Stellte er vielleicht sein Verbrechen in einem Gotteshaus dar, unter den Augen des Allmächtigen, um dessen Gerechtigkeit und Gnade zu erflehen? Oder verhöhnte er mit seinem Geniestreich auch Gott und die katholische Kirche?
Konnte ein so begnadetes Genie wie er überhaupt ein Mörder sein? War dies seine Entschuldigung? Gab er darum seiner Schuld eine so großartige, eine so überirdisch schöne Form, die man einfach nur staunend bewundern musste und um derentwillen man nicht anders konnte, als ihm sein aufbrausendes Temperament, seine spontane Tat zu verzeihen?
Bestimmt hätte ein Psychologe die narzisstische Persönlichkeitsstruktur Caravaggios viel besser und wissenschaftlich fundiert erklären können.

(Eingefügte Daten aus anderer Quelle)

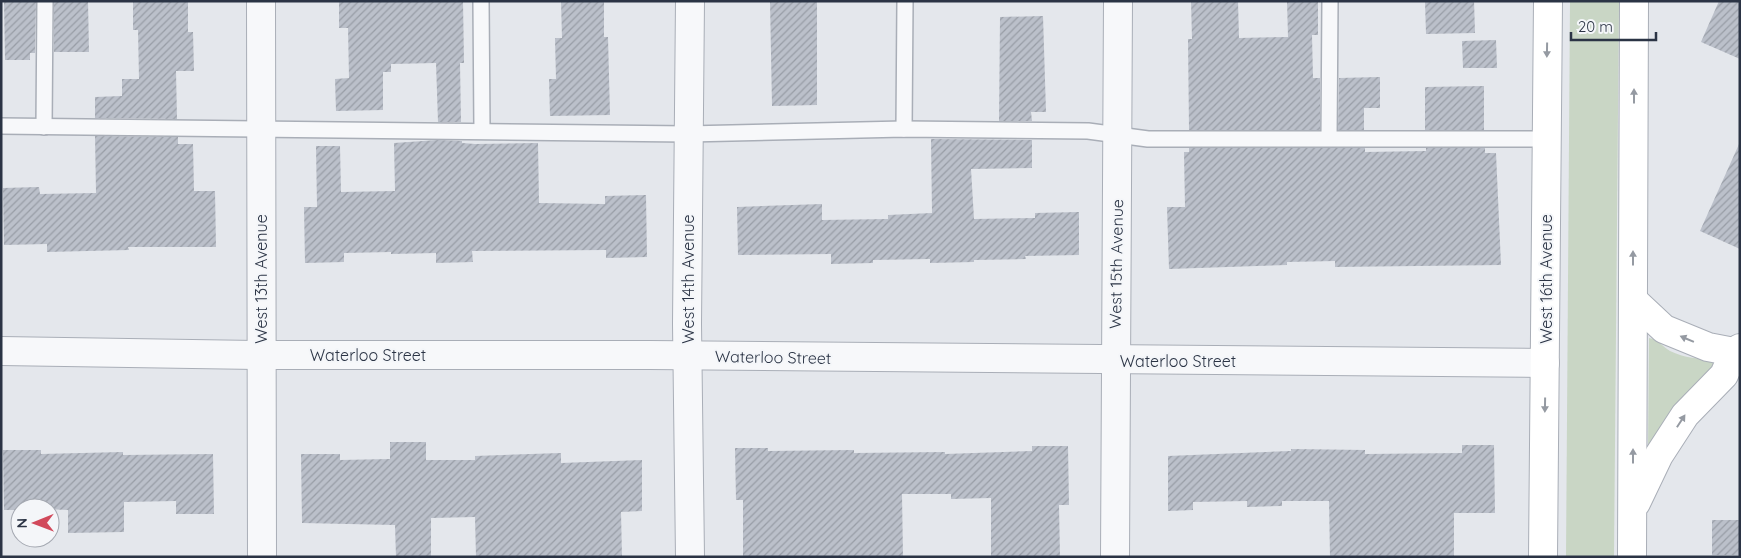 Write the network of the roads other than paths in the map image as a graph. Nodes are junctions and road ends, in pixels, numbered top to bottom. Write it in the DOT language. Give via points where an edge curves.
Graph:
graph roads {
  1 [pos="45,1"];
  2 [pos="262,1"];
  3 [pos="481,1"];
  4 [pos="690,1"];
  5 [pos="905,1"];
  6 [pos="1118,1"];
  7 [pos="1330,1"];
  8 [pos="1548,1"];
  9 [pos="1634,1"];
  10 [pos="1,126"];
  11 [pos="44,127"];
  12 [pos="260,129"];
  13 [pos="904,129"];
  14 [pos="482,131"];
  15 [pos="688,134"];
  16 [pos="1118,134"];
  17 [pos="1329,138"];
  18 [pos="1546,139"];
  19 [pos="1633,300"];
  20 [pos="1737,350"];
  21 [pos="1,352"];
  22 [pos="262,355"];
  23 [pos="688,356"];
  24 [pos="1116,360"];
  25 [pos="1545,363"];
  26 [pos="1633,510"];
  27 [pos="262,557"];
  28 [pos="690,557"];
  29 [pos="1115,557"];
  30 [pos="1543,557"];
  31 [pos="1632,557"];
  1 -- 11 [label="lane"];
  2 -- 12 [label="street, West 13th Avenue"];
  3 -- 14 [label="lane"];
  4 -- 15 [label="street, West 14th Avenue"];
  5 -- 13 [label="lane"];
  6 -- 16 [label="street, West 15th Avenue"];
  7 -- 17 [label="lane"];
  8 -- 18 [label="main road, West 16th Avenue, one-way"];
  19 -- 9 [label="main road, one-way"];
  10 -- 11 [label="lane"];
  11 -- 12 [label="lane"];
  12 -- 14 [label="lane"];
  12 -- 22 [label="street, West 13th Avenue"];
  13 -- 15 [label="lane"];
  13 -- 16 [label="lane"];
  14 -- 15 [label="lane"];
  15 -- 23 [label="street, West 14th Avenue"];
  16 -- 17 [label="lane" via="1148,139"];
  16 -- 24 [label="street, West 15th Avenue"];
  17 -- 18 [label="lane"];
  18 -- 25 [label="main road, West 16th Avenue"];
  20 -- 19 [label="main road, one-way" via="1708,347 1664,329"];
  26 -- 19 [label="main road, one-way"];
  26 -- 20 [label="main road, one-way" via="1659,455 1680,423 1724,375"];
  21 -- 22 [label="street, Waterloo Street"];
  22 -- 23 [label="street, Waterloo Street"];
  22 -- 27 [label="street, West 13th Avenue"];
  23 -- 24 [label="street, Waterloo Street"];
  23 -- 28 [label="street, West 14th Avenue"];
  24 -- 25 [label="street, Waterloo Street"];
  24 -- 29 [label="street, West 15th Avenue"];
  25 -- 30 [label="main road, West 16th Avenue, one-way"];
  26 -- 31 [label="main road"];
}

Doch Rickman konnte ihn verstehen!
Er kannte diese Mischung aus Genialität und Mangel an Selbstbeherrschung, die morbide Vorliebe für das Schreckliche, die blinden Wutanfälle jenen gegenüber, die nicht verstanden und auch nicht verstehen wollten. Caravaggio versuchte seine Tat zu sühnen, indem er sie der ganzen Welt offenbarte. Und gleichzeitig erhob er sich durch die Großartigkeit der Darstellung geistig über die, die ihn nicht begreifen konnten, stellte sich mit seinem Genie einer höheren Gerechtigkeit als der irdischen. Kein Mord - Totschlag vielleicht, ein Anfall von Wut, ein Unfall, ein grausamer Zufall. Zur falschen Zeit am falschen Ort.